There is no upfront hardware cost to the Happy Ring—instead, consumers will pay for one of three subscription tiers ranging between $20 and $30 per month on a contract basis. When paired with its app, Happy Ring will monitor wearers’ biometric data in real-time, alerting them when it detects spikes in stress or tension and directing them to aid like cognitive behavioral therapy and breathing exercises, meditation prompts, and educational articles.

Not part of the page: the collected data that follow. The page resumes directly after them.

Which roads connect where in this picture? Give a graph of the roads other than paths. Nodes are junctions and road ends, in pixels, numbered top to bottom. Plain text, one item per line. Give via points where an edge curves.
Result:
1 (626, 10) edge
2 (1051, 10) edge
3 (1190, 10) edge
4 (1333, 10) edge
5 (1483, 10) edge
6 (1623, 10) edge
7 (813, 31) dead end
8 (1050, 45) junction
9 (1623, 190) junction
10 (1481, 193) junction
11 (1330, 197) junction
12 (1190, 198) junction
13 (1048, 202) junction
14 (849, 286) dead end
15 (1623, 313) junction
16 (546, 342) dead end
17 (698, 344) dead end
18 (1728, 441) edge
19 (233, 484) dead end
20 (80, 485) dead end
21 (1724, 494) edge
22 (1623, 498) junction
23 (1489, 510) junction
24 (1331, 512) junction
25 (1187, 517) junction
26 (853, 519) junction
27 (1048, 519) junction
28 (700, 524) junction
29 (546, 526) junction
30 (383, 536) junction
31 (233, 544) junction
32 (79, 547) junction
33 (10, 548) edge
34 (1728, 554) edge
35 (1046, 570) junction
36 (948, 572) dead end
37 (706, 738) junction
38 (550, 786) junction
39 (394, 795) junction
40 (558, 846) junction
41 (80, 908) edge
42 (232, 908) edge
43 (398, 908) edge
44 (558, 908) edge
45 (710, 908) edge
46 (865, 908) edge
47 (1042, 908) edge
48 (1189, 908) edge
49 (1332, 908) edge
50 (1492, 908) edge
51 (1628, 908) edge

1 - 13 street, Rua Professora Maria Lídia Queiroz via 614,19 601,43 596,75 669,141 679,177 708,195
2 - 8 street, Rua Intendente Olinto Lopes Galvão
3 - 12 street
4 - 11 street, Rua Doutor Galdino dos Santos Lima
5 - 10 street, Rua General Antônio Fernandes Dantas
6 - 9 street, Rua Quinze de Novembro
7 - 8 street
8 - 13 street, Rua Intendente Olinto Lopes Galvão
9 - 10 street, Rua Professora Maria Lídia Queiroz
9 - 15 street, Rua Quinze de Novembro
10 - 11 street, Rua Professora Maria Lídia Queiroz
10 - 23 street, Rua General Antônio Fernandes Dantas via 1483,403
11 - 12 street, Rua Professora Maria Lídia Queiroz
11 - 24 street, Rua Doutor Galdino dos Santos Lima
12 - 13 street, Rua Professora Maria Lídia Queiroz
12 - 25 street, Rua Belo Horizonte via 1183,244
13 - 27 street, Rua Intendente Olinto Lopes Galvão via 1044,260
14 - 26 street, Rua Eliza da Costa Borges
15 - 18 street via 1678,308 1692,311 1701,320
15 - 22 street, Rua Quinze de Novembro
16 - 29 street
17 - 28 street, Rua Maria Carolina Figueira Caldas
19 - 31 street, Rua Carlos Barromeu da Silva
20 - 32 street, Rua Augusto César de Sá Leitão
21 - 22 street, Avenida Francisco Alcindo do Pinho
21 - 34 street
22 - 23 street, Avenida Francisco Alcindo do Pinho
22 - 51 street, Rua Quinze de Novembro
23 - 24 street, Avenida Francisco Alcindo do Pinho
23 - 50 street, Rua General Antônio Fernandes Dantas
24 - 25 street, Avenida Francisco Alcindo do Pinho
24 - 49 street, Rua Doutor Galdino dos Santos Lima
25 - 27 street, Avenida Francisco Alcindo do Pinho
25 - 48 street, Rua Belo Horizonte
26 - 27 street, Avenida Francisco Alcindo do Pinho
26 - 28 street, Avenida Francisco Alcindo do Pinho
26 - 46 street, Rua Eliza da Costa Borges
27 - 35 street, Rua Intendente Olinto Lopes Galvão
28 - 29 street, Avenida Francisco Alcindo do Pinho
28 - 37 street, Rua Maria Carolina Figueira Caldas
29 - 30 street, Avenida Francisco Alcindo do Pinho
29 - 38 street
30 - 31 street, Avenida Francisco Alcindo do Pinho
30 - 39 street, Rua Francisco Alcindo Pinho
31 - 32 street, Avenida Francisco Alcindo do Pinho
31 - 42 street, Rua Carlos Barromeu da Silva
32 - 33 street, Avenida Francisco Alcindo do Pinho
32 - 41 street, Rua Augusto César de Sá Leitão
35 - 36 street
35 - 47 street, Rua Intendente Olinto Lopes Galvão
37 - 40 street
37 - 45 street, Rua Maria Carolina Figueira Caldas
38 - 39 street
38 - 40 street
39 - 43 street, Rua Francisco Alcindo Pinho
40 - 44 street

[Related: Tinder and the metaverse are breaking up.]

Many consumers may be intrigued by the idea of having comparatively cheap, constantly available digital counselor at their side, but there are numerous caveats to new products like these. First, as always, is understanding how customers’ data will be stored, utilized, and potentially sold to third-parties. None of these services are purely altruistic, and consumer health data is a goldmine to countless companies looking to hone their markets.

Secondly, an app’s recommendations are rarely a perfect substitute for actual mental health services and aid. While access to counselors and psychologists remains a major barrier for a huge portion of the country, products like Fitbit and Happy Ring won’t always be suitable alternatives. Then there’s the question of accuracy—inner psychological workings are much more complicated than physical exercise routines. It could be ineffective, potentially even dangerous, to think these intersectional issues can be broken down by apps and wearables. This isn’t to write off the industry entirely, but a healthy degree of skepticism is necessary when approaching what appears to be an inevitably massive industry in the years ahead.